Tuesday, September 17, 2013

Parenting and Public Schools Performance Improvement Plan

The Big Girl Chronicles:  Parenting and Public Schools Performance Improvement Plan (pt 4)

You’ve gotten your child acclimated to a new school district and secured a place in the school’s parent organization.  With a plan for academic success as to how you and your school can work together to provide the best educational opportunities available, you would think that things would go smoothly.  But… and there’s always that word tagging along no matter what you do… now comes another task.  As the academic year progresses, extracurricular activities become another role that you and your child must manage together. 

The role of extracurricular activities in your child’s academic career should not be underestimated.   As a whole, academics and extracurricular activities go hand in hand in shaping your child’s views about life, how to manage difficult situations, teamwork and healthy competition.  Also, your child will reflect upon the experiences (s)he has had throughout his or her education when making decisions in adulthood.  There’s no problem as long as your child makes the team.  But, what happens when (s)he doesn’t?  And as a parent, how do you help to make sure that your child’s desire to do more and participate in school clubs and organizations continues to build character and shape ideal citizens rather than destroy self esteem?    

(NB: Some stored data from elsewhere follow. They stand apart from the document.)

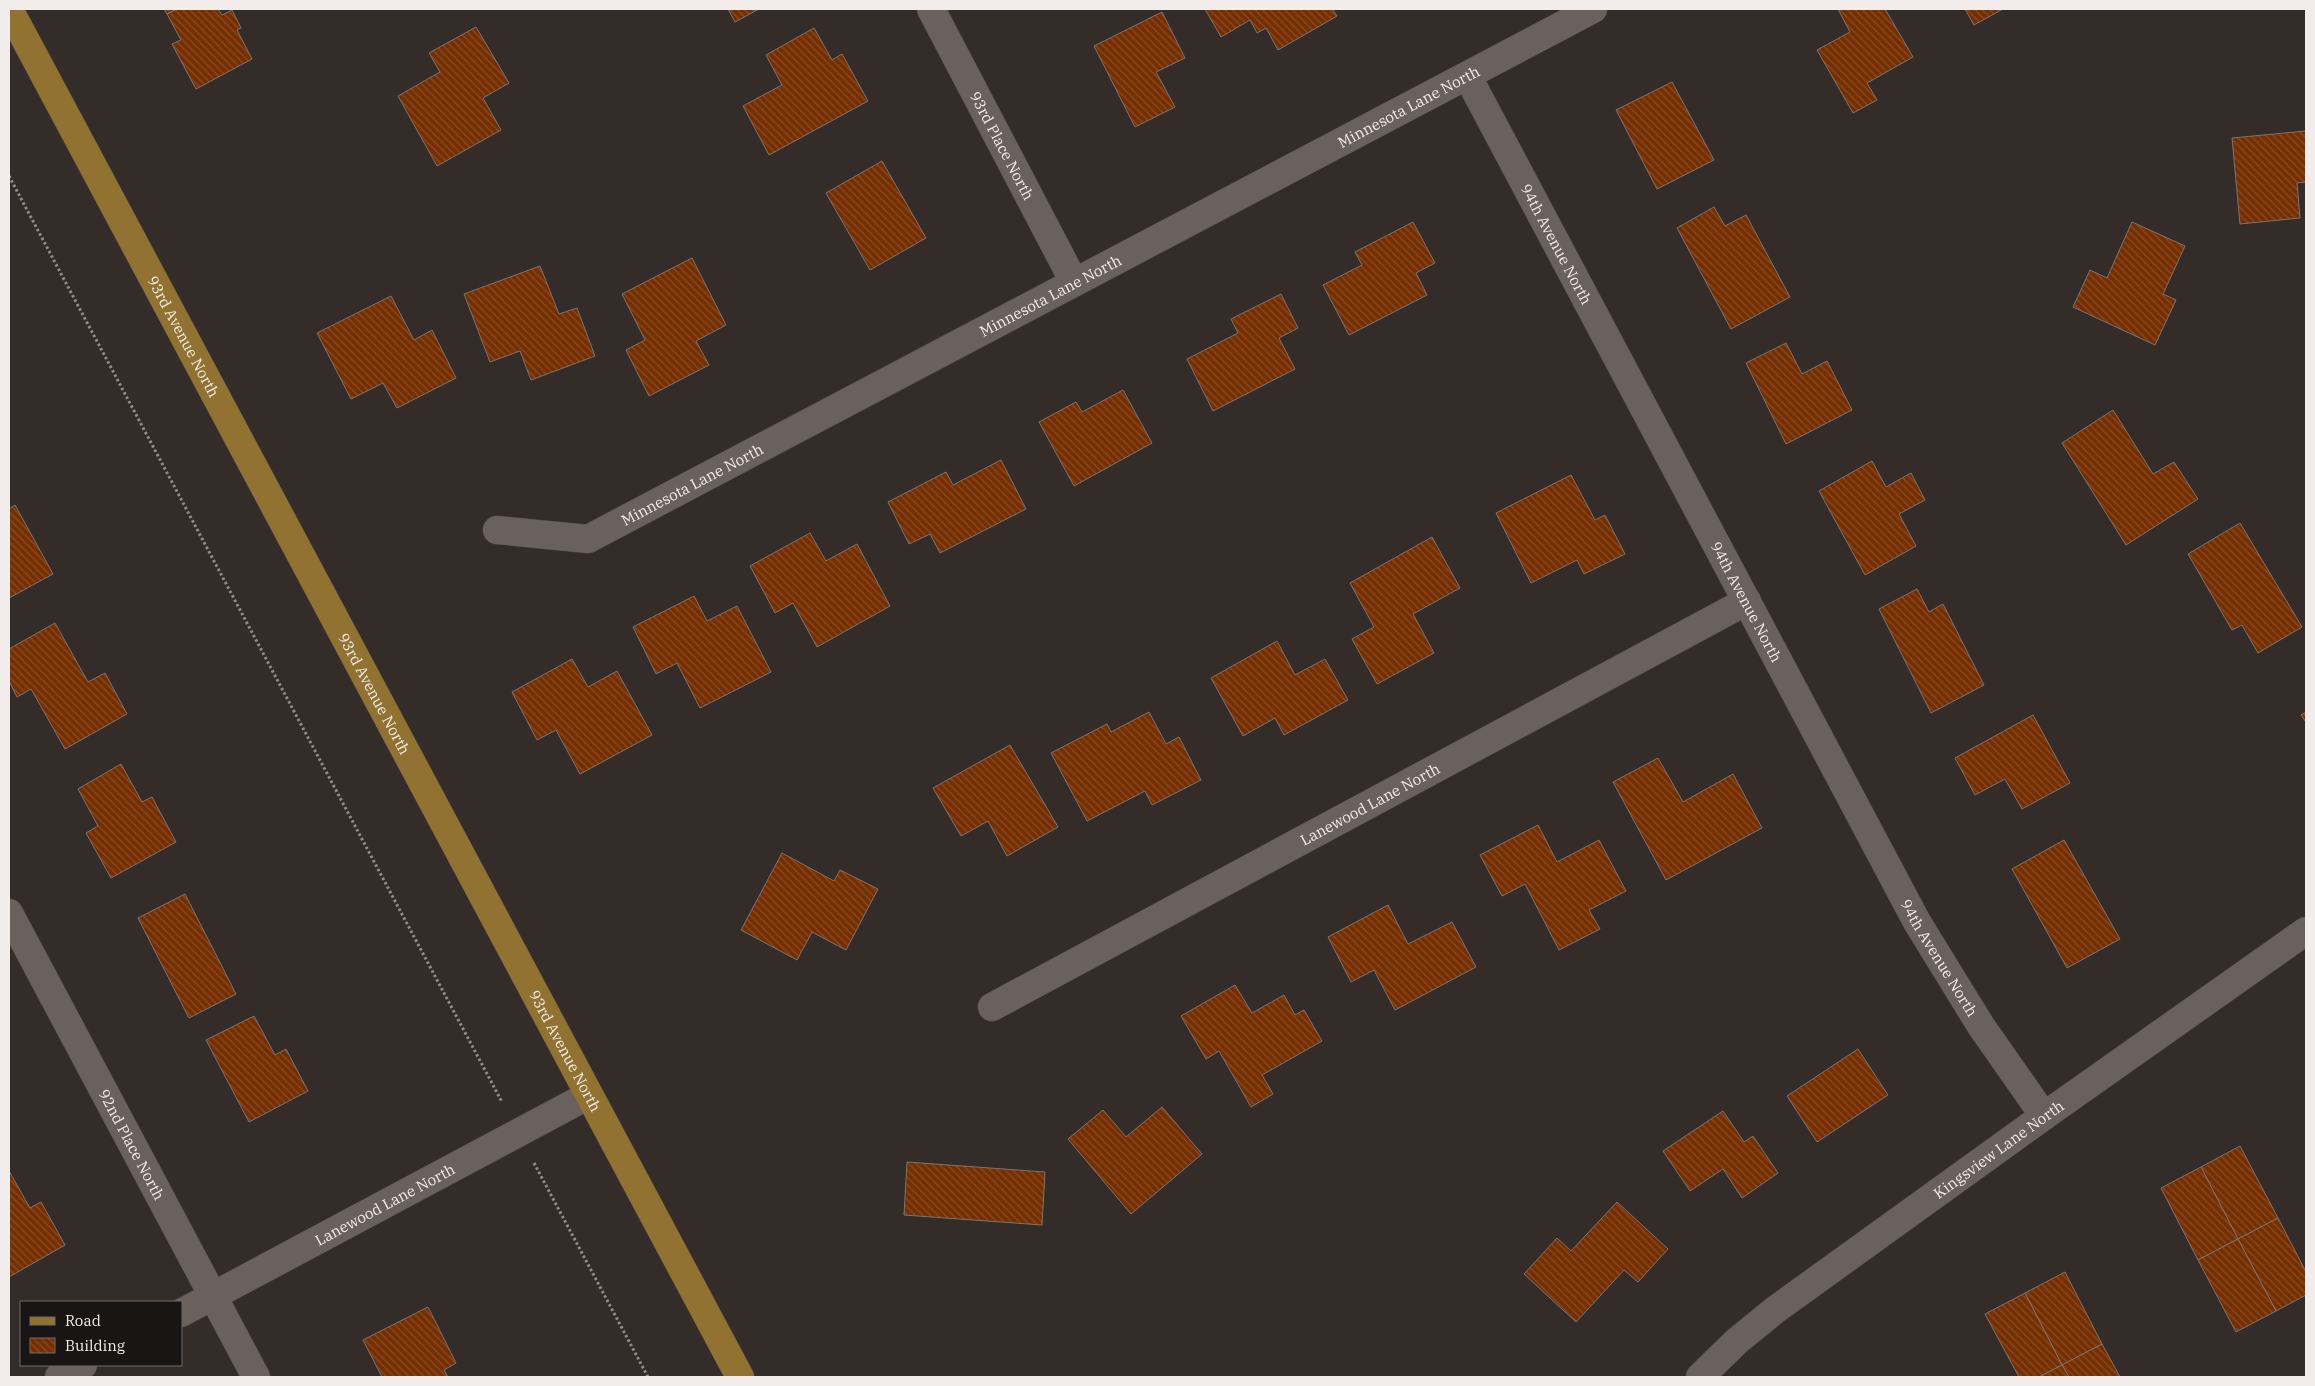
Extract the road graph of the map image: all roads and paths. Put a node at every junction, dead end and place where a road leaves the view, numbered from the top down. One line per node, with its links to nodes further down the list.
1 (930, 9): 6 (street, 93rd Place North)
2 (1594, 9): 4 (street, Minnesota Lane North)
3 (9, 10): 12 (main road, 93rd Avenue North)
4 (1468, 76): 6 (street, Minnesota Lane North); 8 (street, 94th Avenue North)
5 (9, 176): 14 (path)
6 (1074, 282): 7 (street, Minnesota Lane North)
7 (497, 530)
8 (1747, 601): 11 (street, Lanewood Lane North); 13 (street, 94th Avenue North)
9 (9, 913): 15 (street, 92nd Place North)
10 (2306, 931): 13 (street, Kingsview Lane North)
11 (992, 1007)
12 (589, 1095): 14 (street, Lanewood Lane North); 21 (main road, 93rd Avenue North)
13 (2044, 1116): 22 (street, Kingsview Lane North)
14 (518, 1134): 15 (street, Lanewood Lane North); 20 (path)
15 (213, 1296): 16 (street, Lanewood Lane North); 19 (street, 92nd Place North)
16 (182, 1312)
17 (81, 1366): 18 (street)
18 (59, 1377)
19 (256, 1377)
20 (648, 1377)
21 (740, 1377)
22 (1700, 1377)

If your child’s school district is willing to do all that is reasonably possible to assist in meeting the potential of each child, they will likely have pieced together some alternatives that can expand the range of programs, clubs, organizations, competitive sports and other extracurricular activities available for students to participate.  I’ve noticed that some schools have “A” and “B” teams for sports so that more children get the opportunity to play.  If that’s something that your child’s school hasn’t done consider suggesting it as an option.  The “A” and “B” concept can also be expanded to include cheerleading, dance and others. 

Should your school district not offer  an option similar to the “A” and “B” concept, there are some community organizations and churches sponsor youth sports organizations where your child is guaranteed to play for a small fee.  These organizations also do a range of competitive sports in addition to cheerleading, dance and other activities comparable to those in schools.  If there is no resource like this available in your area you can get with other parents who have children that didn’t make the cut and contact www.upward.org to get information about how to organize one in your area. 

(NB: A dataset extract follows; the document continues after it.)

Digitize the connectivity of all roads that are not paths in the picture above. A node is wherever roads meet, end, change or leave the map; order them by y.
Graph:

Because recruitment and tryouts typically happen around the same time each year, why not get with other parents with children who hope to compete and organize an informal “summer camp” with someone who can help them practice and learn the basics?  The added confidence and experience could be just the edge needed to produce a better outcome for the next time. 

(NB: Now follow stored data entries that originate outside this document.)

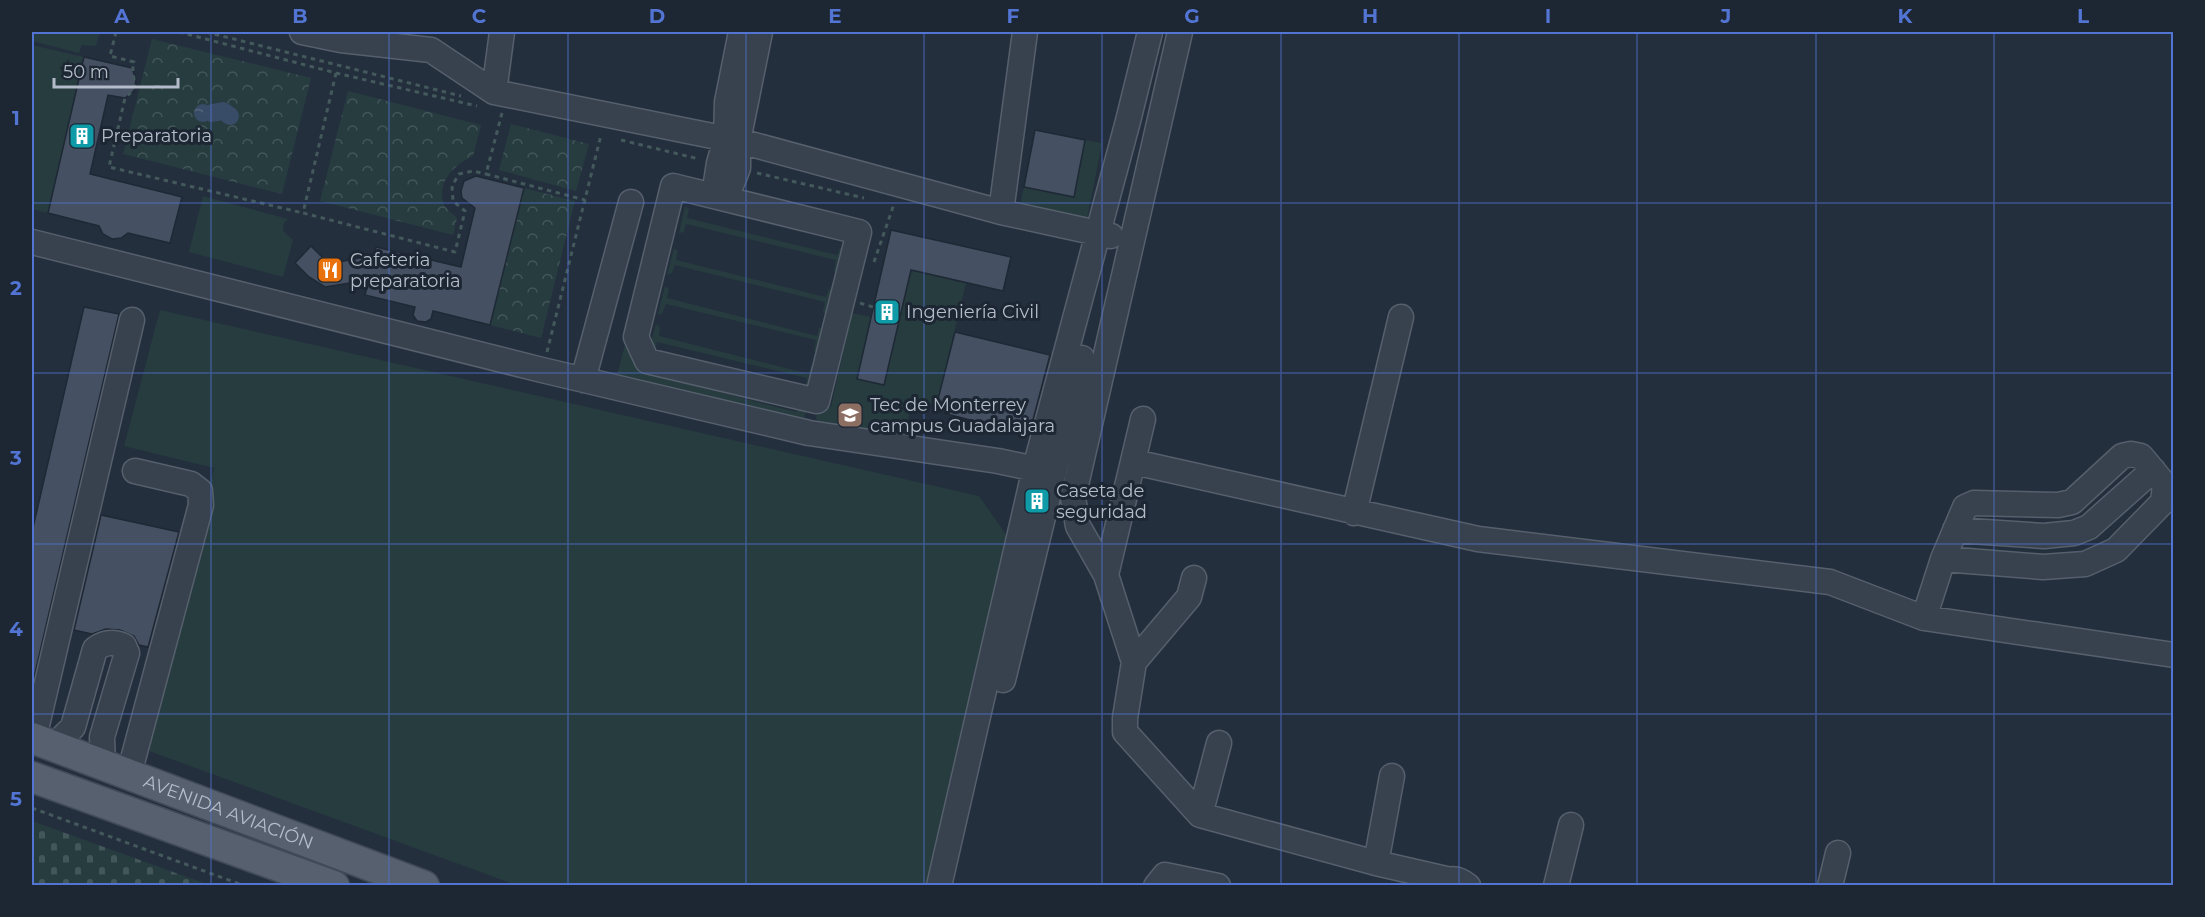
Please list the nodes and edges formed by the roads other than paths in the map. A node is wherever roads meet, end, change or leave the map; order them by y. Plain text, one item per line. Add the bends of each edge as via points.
1 (302, 32) edge
2 (495, 32) edge
3 (502, 32) edge
4 (741, 32) edge
5 (760, 32) edge
6 (1025, 32) edge
7 (1150, 32) edge
8 (1159, 32) edge
9 (1180, 32) edge
10 (492, 59) dead end
11 (487, 99) junction
12 (732, 140) junction
13 (720, 197) junction
14 (631, 202) dead end
15 (1001, 212) junction
16 (1105, 234) junction
17 (32, 242) edge
18 (1401, 317) dead end
19 (132, 320) dead end
20 (583, 380) junction
21 (817, 401) junction
22 (1143, 419) dead end
23 (809, 433) junction
24 (1134, 462) junction
25 (135, 471) dead end
26 (1045, 471) junction
27 (1354, 513) junction
28 (1943, 559) junction
29 (1106, 575) junction
30 (1194, 579) dead end
31 (1924, 618) junction
32 (2174, 655) edge
33 (1134, 662) junction
34 (40, 741) edge
35 (1219, 743) dead end
36 (116, 769) junction
37 (1392, 776) dead end
38 (32, 777) edge
39 (1200, 815) junction
40 (1571, 825) dead end
41 (1838, 853) dead end
42 (1376, 863) junction
43 (1414, 878) edge
44 (410, 883) edge
45 (1451, 883) edge
46 (334, 885) edge
47 (939, 885) edge
48 (953, 885) edge
49 (1156, 885) edge
50 (1218, 885) edge
51 (1556, 885) edge
52 (1830, 885) edge

1 - 11 street via 431,50
2 - 10 street
3 - 11 street
4 - 12 street via 727,102
5 - 12 street
6 - 15 street
7 - 16 street
8 - 16 street
9 - 29 street via 1073,498 1078,526
11 - 12 street
12 - 13 street via 718,163
12 - 13 street via 738,168
12 - 15 street
13 - 21 street via 859,232
13 - 21 street via 673,186 636,336 647,361
14 - 20 street
15 - 16 street
16 - 26 street
17 - 20 street
18 - 27 street
19 - 34 street
20 - 23 street
21 - 23 street
22 - 24 street
23 - 26 street via 998,460
24 - 27 street
24 - 29 street
25 - 36 street via 191,484 200,492 201,505
26 - 47 street
26 - 48 street
27 - 31 street via 1478,539 1830,582
28 - 28 street via 1965,507 1974,503 2072,502 2122,456 2132,454 2141,456 2164,485 2163,502 2116,550 2085,564 2043,567
28 - 31 street
29 - 33 street
30 - 33 street via 1189,597
31 - 32 street
33 - 39 street via 1125,732
34 - 36 main road, AVENIDA AVIACIÓN
34 - 36 street via 73,727 95,649 104,643 116,643 124,646 127,653 102,737
35 - 39 street
36 - 44 main road, AVENIDA AVIACIÓN
37 - 42 street
38 - 46 main road, AVENIDA AVIACIÓN
39 - 42 street
40 - 51 street
41 - 52 street
42 - 43 street
43 - 45 street
49 - 50 street via 1165,875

Consider alternatives like Boy/Girl Scouts to satisfy your child’s need to be included in activities outside of school.  It’s considerably less expensive than Youth Sports Organizations that are managed by community organizations and churches.  And when lead properly they provide valuable character and skill-building opportunities that will help shape ideal citizens. 

Honestly, there is only so much that school can do.  As much as your child’s school would like to take every child under their wing, when it comes to extracurricular activities and competitive sports the school wants to be represented well by the best there is.  Unfortunately, that might leave your child a spectator rather than a participant.  However, like most parents you’re likely not willing to accept that.  I’ve spoken with parents who have expressed disappointment at how schools manage recruitment and tryouts of extracurricular activities to the point that the parent withdraws their participation from all school organizations.  Although I empathize with their frustration, I also realize that trying to effect change from the outside looking in is limiting.  If there is more that can be done to encourage schools to be more inclusive of those students who continuously get sidelined, you’re going to have to opt for fight rather than flight.